An empirical study of behavioral characteristics of spammers: Findings and implications☆
Introduction
In recent years, content-independent (CI) anti-spam techniques that aim to determine the likelihood of an incoming message to be spam based on the properties of the message sender, instead of the message content, have attracted a lot of attention [4], [15], [18], [21]. However, in order for the CI anti-spam schemes to be effective, we must have a clear understanding of the behavioral characteristics of spammers that can distinguish spammers from the senders of legitimate messages.

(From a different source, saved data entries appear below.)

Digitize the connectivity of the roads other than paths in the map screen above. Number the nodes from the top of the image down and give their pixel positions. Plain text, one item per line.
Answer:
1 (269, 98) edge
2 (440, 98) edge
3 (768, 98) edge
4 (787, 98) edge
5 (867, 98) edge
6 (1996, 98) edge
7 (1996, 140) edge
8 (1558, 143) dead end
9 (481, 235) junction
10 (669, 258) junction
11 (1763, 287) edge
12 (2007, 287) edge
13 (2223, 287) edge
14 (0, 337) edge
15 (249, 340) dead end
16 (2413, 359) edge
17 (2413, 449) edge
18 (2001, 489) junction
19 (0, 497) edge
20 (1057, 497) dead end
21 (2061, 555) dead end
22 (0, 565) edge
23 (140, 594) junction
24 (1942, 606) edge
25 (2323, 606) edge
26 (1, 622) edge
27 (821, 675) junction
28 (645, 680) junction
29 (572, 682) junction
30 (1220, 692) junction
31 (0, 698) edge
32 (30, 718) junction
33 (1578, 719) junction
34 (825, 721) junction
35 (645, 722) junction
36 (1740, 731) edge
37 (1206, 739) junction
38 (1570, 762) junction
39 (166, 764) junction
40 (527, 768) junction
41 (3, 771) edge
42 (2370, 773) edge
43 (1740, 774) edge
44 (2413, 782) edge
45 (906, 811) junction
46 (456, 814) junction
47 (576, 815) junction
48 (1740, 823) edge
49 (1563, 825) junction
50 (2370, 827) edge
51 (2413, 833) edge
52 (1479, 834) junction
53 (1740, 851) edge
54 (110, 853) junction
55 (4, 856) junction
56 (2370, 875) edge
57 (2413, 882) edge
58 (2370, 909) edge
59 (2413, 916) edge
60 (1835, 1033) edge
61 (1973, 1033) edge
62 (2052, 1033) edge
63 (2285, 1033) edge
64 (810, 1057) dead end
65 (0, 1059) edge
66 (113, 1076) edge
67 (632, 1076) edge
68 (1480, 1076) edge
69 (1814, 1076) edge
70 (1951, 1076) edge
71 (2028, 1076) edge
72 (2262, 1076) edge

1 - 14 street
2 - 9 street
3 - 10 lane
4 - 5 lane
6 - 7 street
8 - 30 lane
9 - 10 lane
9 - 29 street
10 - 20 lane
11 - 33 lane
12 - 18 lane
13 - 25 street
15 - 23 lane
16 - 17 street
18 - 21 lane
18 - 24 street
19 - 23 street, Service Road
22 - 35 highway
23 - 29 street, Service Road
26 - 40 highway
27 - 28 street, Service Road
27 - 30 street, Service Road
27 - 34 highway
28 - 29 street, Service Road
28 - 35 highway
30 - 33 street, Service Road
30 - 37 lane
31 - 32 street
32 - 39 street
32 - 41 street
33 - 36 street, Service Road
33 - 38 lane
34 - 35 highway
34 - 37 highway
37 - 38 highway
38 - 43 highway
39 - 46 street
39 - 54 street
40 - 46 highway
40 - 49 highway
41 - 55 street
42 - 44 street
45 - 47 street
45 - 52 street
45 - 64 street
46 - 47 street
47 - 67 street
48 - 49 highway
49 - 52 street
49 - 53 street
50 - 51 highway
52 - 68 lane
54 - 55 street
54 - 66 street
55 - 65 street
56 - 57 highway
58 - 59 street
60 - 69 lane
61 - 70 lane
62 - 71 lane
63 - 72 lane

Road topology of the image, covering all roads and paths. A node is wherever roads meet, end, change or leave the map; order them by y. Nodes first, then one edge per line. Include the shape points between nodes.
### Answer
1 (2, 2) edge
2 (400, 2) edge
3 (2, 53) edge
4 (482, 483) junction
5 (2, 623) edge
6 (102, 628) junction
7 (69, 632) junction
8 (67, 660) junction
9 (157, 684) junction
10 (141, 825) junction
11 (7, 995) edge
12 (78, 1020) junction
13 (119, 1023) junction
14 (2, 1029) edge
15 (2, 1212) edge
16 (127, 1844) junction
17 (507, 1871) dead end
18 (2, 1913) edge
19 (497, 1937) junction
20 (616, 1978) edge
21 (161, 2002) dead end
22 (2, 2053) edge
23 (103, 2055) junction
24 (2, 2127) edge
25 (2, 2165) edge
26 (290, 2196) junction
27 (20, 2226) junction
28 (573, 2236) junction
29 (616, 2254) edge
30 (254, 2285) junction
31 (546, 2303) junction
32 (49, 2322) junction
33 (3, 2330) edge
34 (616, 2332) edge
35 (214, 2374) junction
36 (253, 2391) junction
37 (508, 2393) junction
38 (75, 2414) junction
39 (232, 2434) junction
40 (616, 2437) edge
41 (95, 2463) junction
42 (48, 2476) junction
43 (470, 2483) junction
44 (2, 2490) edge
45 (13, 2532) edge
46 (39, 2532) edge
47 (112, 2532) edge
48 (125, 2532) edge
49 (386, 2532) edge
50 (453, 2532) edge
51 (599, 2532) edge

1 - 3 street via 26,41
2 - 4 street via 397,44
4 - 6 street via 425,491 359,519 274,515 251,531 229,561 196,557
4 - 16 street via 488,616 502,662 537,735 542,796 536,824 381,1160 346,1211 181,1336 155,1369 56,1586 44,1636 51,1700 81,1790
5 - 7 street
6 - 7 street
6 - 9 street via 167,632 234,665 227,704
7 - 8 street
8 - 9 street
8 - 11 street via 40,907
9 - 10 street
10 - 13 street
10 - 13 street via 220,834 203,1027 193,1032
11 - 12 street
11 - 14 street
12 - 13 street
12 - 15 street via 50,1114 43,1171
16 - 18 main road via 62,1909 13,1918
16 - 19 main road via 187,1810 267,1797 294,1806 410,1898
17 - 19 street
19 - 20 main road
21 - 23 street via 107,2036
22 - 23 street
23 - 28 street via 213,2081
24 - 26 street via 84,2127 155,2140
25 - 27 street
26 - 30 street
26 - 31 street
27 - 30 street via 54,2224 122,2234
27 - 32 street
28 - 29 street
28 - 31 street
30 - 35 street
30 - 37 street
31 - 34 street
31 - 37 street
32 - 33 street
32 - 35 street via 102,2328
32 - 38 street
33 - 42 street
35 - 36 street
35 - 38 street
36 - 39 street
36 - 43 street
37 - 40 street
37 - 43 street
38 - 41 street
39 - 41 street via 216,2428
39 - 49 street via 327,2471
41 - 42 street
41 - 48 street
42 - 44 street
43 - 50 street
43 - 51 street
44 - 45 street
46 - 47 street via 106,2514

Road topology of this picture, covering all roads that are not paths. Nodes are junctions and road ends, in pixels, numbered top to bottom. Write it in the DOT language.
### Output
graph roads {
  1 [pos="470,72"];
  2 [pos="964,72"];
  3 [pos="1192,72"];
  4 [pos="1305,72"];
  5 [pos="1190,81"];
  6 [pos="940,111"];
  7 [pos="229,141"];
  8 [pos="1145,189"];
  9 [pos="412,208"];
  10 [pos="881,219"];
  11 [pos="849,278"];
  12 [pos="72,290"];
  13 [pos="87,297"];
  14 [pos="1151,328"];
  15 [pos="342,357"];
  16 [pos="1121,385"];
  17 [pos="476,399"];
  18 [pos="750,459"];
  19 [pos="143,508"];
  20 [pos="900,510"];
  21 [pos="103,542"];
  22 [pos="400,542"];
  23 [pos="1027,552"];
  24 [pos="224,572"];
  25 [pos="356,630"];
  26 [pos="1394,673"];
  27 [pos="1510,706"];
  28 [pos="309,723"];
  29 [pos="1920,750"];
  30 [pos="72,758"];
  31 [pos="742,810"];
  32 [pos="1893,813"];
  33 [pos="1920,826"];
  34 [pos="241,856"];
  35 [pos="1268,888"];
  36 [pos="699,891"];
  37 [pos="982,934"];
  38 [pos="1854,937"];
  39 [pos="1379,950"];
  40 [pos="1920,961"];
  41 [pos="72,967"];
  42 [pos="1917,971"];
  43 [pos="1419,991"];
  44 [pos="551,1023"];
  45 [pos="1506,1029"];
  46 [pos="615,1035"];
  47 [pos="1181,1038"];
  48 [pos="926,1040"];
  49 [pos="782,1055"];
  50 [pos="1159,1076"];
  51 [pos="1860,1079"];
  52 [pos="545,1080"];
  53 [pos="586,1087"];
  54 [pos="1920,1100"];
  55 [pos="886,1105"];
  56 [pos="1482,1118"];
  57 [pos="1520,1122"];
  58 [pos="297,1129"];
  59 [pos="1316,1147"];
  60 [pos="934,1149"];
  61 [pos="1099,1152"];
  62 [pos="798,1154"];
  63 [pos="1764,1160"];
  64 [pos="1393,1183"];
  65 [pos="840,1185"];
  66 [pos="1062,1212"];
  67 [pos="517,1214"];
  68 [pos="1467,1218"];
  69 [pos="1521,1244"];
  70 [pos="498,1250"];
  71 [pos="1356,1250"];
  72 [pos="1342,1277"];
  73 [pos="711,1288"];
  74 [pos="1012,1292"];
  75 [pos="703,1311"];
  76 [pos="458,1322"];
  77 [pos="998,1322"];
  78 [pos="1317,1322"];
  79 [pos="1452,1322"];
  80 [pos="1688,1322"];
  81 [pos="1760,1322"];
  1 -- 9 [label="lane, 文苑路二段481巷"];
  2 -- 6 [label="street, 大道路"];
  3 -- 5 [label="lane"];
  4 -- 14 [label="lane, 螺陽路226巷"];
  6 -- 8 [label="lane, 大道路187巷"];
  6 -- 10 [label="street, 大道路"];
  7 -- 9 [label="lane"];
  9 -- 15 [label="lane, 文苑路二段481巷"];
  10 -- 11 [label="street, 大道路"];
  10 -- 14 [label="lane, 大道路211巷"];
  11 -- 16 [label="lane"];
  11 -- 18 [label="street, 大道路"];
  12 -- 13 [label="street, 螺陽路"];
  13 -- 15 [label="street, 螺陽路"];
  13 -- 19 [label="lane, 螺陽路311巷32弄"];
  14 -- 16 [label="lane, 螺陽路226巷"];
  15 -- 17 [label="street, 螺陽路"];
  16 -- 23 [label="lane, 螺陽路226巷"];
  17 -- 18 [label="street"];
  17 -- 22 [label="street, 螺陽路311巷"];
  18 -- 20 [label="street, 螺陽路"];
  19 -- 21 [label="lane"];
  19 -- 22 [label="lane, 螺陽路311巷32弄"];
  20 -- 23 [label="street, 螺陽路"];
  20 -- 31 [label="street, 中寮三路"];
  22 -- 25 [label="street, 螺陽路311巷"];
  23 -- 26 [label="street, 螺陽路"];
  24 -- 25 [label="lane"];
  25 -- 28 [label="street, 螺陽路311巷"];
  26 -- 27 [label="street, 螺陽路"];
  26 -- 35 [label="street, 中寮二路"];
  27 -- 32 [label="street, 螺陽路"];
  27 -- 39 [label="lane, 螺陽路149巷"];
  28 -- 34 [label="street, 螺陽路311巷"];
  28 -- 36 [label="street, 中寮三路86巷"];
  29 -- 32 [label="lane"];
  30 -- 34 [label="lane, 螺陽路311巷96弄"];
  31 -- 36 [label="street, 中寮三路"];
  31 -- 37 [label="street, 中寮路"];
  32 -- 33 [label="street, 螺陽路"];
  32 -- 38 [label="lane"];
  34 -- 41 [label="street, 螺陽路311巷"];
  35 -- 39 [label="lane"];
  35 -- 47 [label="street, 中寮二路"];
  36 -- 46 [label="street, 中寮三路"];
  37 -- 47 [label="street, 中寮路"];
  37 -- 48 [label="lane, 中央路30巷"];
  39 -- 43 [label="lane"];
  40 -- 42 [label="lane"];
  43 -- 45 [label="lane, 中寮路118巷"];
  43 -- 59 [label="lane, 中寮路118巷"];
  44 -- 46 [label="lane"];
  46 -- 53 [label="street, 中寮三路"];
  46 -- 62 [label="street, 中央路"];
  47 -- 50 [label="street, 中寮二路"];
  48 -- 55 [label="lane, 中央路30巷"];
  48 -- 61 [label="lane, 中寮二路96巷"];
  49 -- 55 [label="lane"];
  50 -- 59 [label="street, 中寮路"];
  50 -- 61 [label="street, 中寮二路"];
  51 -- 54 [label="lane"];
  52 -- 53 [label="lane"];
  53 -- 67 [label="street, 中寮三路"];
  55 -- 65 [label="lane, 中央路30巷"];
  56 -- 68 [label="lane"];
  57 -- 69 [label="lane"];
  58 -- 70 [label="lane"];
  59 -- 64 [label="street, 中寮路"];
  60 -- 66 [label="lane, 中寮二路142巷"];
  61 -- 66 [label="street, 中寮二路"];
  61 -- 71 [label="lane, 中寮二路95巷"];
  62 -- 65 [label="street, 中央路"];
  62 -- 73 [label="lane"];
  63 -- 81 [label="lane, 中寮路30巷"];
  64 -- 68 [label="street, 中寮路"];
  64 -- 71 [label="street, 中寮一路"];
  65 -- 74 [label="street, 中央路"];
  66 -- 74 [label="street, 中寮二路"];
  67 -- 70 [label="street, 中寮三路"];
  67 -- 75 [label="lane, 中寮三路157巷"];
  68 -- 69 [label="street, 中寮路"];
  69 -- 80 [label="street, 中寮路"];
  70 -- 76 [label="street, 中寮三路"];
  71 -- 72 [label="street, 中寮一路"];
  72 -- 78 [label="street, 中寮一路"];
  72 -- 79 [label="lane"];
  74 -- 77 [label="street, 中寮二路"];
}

Behavioral characteristics of spammers such as the distributions of spam and non-spam messages by spam ratios, the statistics of spam messages from different spammers, the spam arrival patterns across the IP address space, the number of mail servers in different (spam) networks, and the active duration of spammers, can significantly affect both the feasibility and effectiveness of the CI anti-spam mechanisms. Moreover, a clear understanding of the behavioral characteristics of spammers can also facilitate the design of new anti-spam mechanisms and new email delivery architectures that are inherently spam-resistant.
In this paper we perform a detailed study of the behavioral characteristics of spammers at both the mail server and the network levels by analyzing a two-month trace of more than 25 million emails received at a large US university campus network, of which more than 18 million are spam. We also correlate the arrivals of spam with Border Gateway Protocol (BGP) route updates to investigate the network reachability properties of spammers [16]. Our study confirms the informal observation that the spam arrivals from some spammers are often closely correlated in time with the BGP announcement of the corresponding network prefixes [19]. These network prefixes are short-lived in that they are withdrawn quickly after the spamming activity is over. This sophisticated spamming technique can make it hard to track and identify the responsible spammers. In this paper we formally study the prevalence of such behavior.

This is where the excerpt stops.